Two of my passions are logo design and UUism. I love reducing an image down to a few strokes or shapes, hopefully one with some clever meaning, and I love the little chunks of typography that go into setting a name in a hopefully unique and identifiable way. I love Unitarian Universalism’s “be excellent to each other” attitude and the passion for making the world a better, more welcoming place, as well as their reminders to raise each other up to higher standards.
However, in my years of growing up UU, I’ve been largely horrified by the results when these two passions overlap. True, the double-ringed flaming chalice can be a more difficult symbol to work with than the simpler symbols of most major religions, but it’s still a distinctive symbol with strong symbolism even when altered significantly. It seems like there could be better design options than the majority of those created. Many of those seem to be hand-drawn in something like MS Paint or scanned in from paper, or drawn with default shapes in PowerPowerpoint. Making it worse is the UU propensity for rainbows. Yes, we are all welcoming congregations, and yes, every non-designer loves a good excuse to throw a rainbow gradient in. But they will rarely, if ever, look good! And yes, flames can be hard to get a nice smooth, evenly balanced shape on – but if you’re going to make a logo for something, it’s worth the time and practice.
There are some more-or-less decent ones out there though:
- The Unitarian Universalist Association:
Could have better proportions (on the chalice in particular) but is recognizable and the starburst pattern works well to communicate the outreach and energy of the organization.
- Unitarian Universalist Service Committee:
Excellent use of negative space and abstracted hands: this is clearly the organization among UUs that needs to be taken seriously and to drum up funding, and knows what steps to take to get that.
- Old UUSC logo: Distinctive and very simple. Solid and well-proportioned – a logo you could build a metaphorical building on. Fits well in buttons too!
- UU World Header: Comes across as serious, international, informative, and UU. Distinctive enough but not very innovative, another solid logo. Not sure why they have a different logo on their website.
- UU College of Social Justice: I’m not sure if their icon matches their mission – it looks more like a seminary logo to me – but it is a well-proportioned and attractive mark that evokes a variety of symbolism and is identifiable.
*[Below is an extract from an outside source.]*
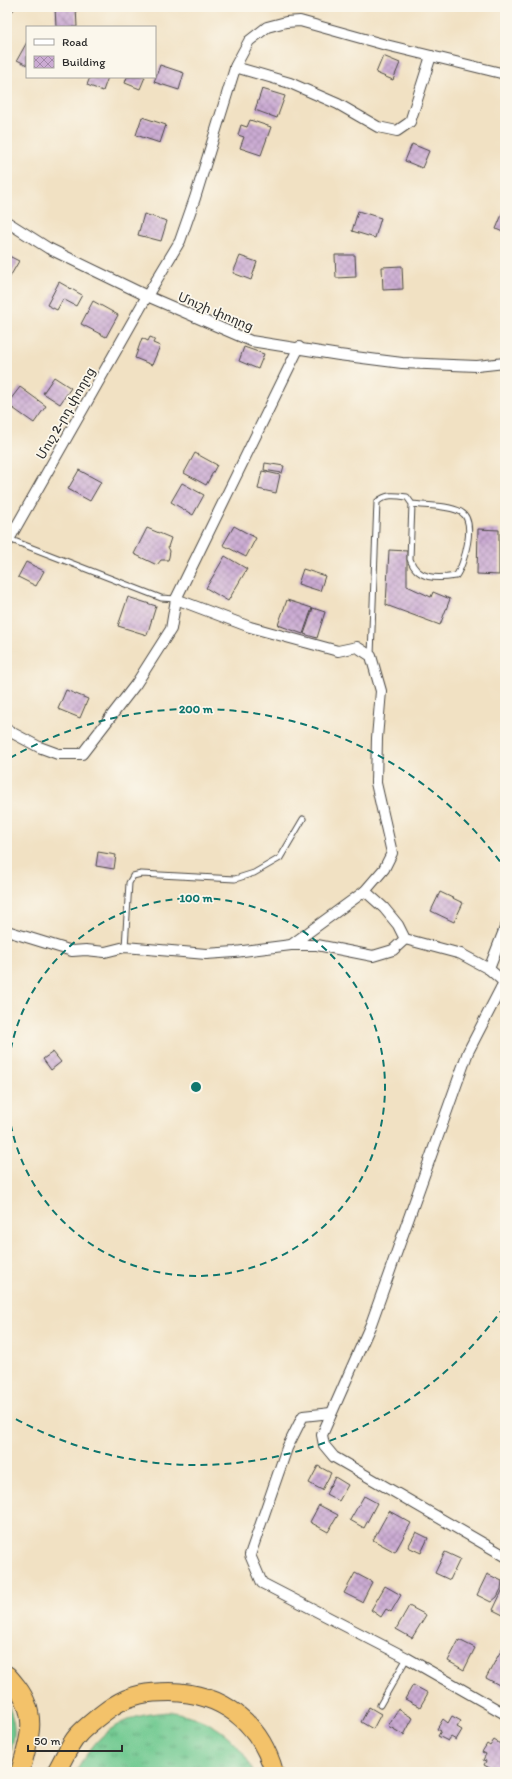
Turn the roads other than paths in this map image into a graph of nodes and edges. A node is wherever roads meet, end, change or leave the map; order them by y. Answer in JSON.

- Canadian Unitarian Council: Simple, good use of negative space: Canadian + Unitarian. Another logo you could build your church on. Nice repetition of form between candle flame and tips of the maple leaf.
- Illuminations app: More fun, as is appropriate for an iPhone app, with a nice idea of light rays and a joyful character inside the flaming chalice.
From there they get progressively worse. Some are recognizable but lacking in communicative or attractive powers, such as:
- Standing on the Side of Love: distinctive chalk heart, but what does it even mean? The heart is good, but why black and orange? Are we a warning sign or traffic cone? And that poor type, set in something generic that falls between the ubiquitousness of Myriad and the efficiency of Frutiger without lending any further message to the campaign’s logo. Considering that this is the campaign for the “welcoming congregation” aspect of UUism, it seems unsuccessful to me, as I feel like I’m going to be run over by a bus when I look at it.
- YRUU: interesting idea and distinctive/memorable, but looks like something hand drawn in the 60s. I realize this is an appealing association for teenage UUs, but it could be executed more cleanly – and is that really the association we want anyway, after the mess of a reputation LRY had? Maybe this is part of why YRUU has been retired by the UUA, or whatever its status is.
- FUSN: Again, interesting and appealing form, but executed in pencil, with gradients (a no-no) – convert this to a nice vector mark and you’re done. Bam, put it on a t-shirt. Interesting treatment of the ring almost like a halo around the chalice evokes a more Christian attitude for me. Close!
- CLFUU: If the Church of the Larger Fellowship was actually just a local church, this would be a fine mark (with some tune-up on proportions and that odd periwinkle color circle) – but since it aims to serve all UU members not engaged in a physical congregation, it seriously needs a logo of the weight and quality of the UUA, or better, the UUSC.
- Then there are all the other results that turn up with a Google Image Search for “unitarian logo.” I won’t bother to review them.
And then there’s the gallery on the UUA’s own website, which is similarly depressing. Some of the logos were drawn nicely – but this is an international organization. They should have real logos for people to use, not what should really be counted as UU “fan art.” I’ve seen a number of the images on there used in various Unitarian publications, and having them listed on the UUA site is far too much of an endorsement of this for my taste. I applaud their desire to get UUs participating, but they should be providing higher-quality assets for congregations to use if they’re going to give out chalice art through their official website.
Also, have these groups even heard of a brand guidelines manual (ex: Red Cross’s short version)? :< The UUA has the beginnings of one which covers the logo and typeface, but that is a long way from a comprehensive manual. I don’t know how much branding is standard for churches, but it seems like a bit more of an effort could be made for the cohesiveness of national-level materials – and from there you could build some decent professional-looking websites for these groups.
What UU logos stand out to you? What do you think of their execution?